DETECTIVE bridges the gap from research and development of detection methods to their implementation in enforcement laboratories. Tightly linked to WP3, a decision support system covering different attributes has been developed to evaluate the analytical methods. The development of standard operating procedures and validation protocols is still pending further progress in WP3.
For analytical detection methods, we are testing cutting-edge technology on a large variety of samples covering several different criteria; not only genomic complexity but also relevance as market commodities.
For unknown mutations, we are exploring machine learning-based detection through a novel approach looking at patterns in the genetic material.
We explore a novel knowledge-based approach with a federated data space containing a multitude of information in which AI may discover “items of interest/concern” for further technical analysis.
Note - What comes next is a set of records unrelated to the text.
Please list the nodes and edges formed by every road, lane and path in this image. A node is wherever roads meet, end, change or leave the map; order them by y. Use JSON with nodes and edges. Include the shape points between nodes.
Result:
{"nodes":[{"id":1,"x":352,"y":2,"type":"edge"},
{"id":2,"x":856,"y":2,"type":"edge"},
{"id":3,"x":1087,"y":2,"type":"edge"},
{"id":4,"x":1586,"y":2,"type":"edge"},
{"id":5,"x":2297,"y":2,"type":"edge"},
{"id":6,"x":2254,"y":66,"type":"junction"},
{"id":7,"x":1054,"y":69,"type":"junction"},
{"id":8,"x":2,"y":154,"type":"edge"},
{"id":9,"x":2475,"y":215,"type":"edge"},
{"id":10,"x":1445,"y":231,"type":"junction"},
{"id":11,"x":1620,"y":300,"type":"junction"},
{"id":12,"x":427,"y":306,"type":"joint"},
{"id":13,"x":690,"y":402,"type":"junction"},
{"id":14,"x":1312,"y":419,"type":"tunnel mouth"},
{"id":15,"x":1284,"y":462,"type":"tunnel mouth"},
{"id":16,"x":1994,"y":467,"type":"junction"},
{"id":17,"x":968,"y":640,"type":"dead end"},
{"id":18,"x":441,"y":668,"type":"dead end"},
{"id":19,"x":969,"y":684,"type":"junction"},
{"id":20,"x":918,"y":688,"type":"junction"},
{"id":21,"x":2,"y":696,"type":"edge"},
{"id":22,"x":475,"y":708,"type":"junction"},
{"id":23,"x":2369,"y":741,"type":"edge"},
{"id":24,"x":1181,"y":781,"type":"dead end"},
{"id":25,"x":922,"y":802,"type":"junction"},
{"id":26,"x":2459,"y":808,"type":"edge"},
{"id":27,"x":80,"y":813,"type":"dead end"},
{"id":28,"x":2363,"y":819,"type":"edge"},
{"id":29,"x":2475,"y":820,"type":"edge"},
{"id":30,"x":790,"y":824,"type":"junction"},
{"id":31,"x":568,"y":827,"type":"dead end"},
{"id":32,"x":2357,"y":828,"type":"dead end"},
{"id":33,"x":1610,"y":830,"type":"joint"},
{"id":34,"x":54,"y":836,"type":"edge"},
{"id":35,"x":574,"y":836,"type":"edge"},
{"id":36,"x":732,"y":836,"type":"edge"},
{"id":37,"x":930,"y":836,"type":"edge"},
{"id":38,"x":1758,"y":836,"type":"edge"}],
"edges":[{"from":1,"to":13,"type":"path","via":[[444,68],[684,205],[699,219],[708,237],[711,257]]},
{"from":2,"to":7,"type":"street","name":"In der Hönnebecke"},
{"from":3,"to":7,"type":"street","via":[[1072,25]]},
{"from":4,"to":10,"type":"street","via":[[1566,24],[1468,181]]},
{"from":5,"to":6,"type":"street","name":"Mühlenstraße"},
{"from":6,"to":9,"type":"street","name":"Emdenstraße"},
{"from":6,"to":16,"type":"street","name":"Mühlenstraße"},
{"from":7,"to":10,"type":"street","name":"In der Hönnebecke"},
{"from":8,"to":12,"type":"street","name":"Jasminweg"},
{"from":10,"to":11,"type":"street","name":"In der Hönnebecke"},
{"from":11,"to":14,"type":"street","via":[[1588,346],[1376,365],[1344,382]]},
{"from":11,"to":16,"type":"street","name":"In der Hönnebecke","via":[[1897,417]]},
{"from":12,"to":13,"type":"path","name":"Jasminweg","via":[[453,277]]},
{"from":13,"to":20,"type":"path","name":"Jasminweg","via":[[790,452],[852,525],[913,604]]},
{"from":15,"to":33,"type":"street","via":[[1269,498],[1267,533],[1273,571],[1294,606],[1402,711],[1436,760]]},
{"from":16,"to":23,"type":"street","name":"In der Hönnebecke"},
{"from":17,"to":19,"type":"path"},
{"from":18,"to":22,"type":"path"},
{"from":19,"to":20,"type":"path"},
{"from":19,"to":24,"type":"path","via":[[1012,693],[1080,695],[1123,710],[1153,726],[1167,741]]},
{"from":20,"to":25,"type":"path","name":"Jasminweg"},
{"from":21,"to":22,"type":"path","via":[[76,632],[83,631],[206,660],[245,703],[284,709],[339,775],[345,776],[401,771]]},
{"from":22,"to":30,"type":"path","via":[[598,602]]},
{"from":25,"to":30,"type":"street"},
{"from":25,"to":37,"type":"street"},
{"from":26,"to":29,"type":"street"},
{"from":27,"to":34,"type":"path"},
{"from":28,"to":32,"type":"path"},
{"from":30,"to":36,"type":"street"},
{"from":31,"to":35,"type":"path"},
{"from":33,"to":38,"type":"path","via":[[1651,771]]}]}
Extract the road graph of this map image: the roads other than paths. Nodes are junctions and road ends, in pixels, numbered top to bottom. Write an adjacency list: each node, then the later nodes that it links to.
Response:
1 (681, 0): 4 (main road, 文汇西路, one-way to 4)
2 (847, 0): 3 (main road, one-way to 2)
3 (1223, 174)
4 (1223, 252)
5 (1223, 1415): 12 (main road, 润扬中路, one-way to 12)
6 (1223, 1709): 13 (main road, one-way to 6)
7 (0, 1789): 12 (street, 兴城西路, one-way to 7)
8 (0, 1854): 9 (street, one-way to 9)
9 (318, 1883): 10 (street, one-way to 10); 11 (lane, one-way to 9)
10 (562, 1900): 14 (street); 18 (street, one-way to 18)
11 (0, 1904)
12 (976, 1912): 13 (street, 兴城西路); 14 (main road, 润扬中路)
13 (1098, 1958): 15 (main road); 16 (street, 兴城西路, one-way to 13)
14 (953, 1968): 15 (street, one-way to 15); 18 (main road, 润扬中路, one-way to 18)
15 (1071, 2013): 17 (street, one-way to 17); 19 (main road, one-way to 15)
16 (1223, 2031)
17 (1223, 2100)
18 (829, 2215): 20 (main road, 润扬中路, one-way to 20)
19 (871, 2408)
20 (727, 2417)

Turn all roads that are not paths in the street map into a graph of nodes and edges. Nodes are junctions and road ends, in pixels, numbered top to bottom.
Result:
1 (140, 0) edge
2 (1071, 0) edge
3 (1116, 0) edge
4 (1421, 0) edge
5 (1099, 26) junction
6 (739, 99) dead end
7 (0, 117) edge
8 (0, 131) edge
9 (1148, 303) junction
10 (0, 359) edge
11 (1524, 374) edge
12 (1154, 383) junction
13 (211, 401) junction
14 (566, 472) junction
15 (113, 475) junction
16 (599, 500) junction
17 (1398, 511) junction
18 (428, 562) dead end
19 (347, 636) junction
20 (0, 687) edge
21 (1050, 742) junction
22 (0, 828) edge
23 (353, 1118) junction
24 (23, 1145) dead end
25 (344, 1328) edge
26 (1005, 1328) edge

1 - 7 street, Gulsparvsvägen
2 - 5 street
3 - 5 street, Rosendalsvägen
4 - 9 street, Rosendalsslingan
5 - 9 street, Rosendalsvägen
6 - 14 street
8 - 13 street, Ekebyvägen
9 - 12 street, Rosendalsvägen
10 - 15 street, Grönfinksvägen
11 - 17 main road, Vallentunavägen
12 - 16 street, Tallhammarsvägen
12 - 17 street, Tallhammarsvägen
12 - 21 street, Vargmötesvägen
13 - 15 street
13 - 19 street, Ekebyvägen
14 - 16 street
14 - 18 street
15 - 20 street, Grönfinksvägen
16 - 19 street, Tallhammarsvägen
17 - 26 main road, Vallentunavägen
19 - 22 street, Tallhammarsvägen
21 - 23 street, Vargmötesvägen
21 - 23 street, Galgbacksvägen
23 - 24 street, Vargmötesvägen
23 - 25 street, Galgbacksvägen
Our legal analysis on the requirements for detection, identification and quantification methods is unique in its approach and will be of great importance for future policy and regulatory developments in the EU.
The socio-economic impact analysis of various regulatory options has never been carried out before and will serve as an important basis for future EU decision-making.
The EU-wide surveys will provide information on stakeholder needs that have never been comprehensively assembled before.
The empowerment programme and Community of Practice represent a novel and unique feature bringing together the various stakeholders in the field of NGT-derived products.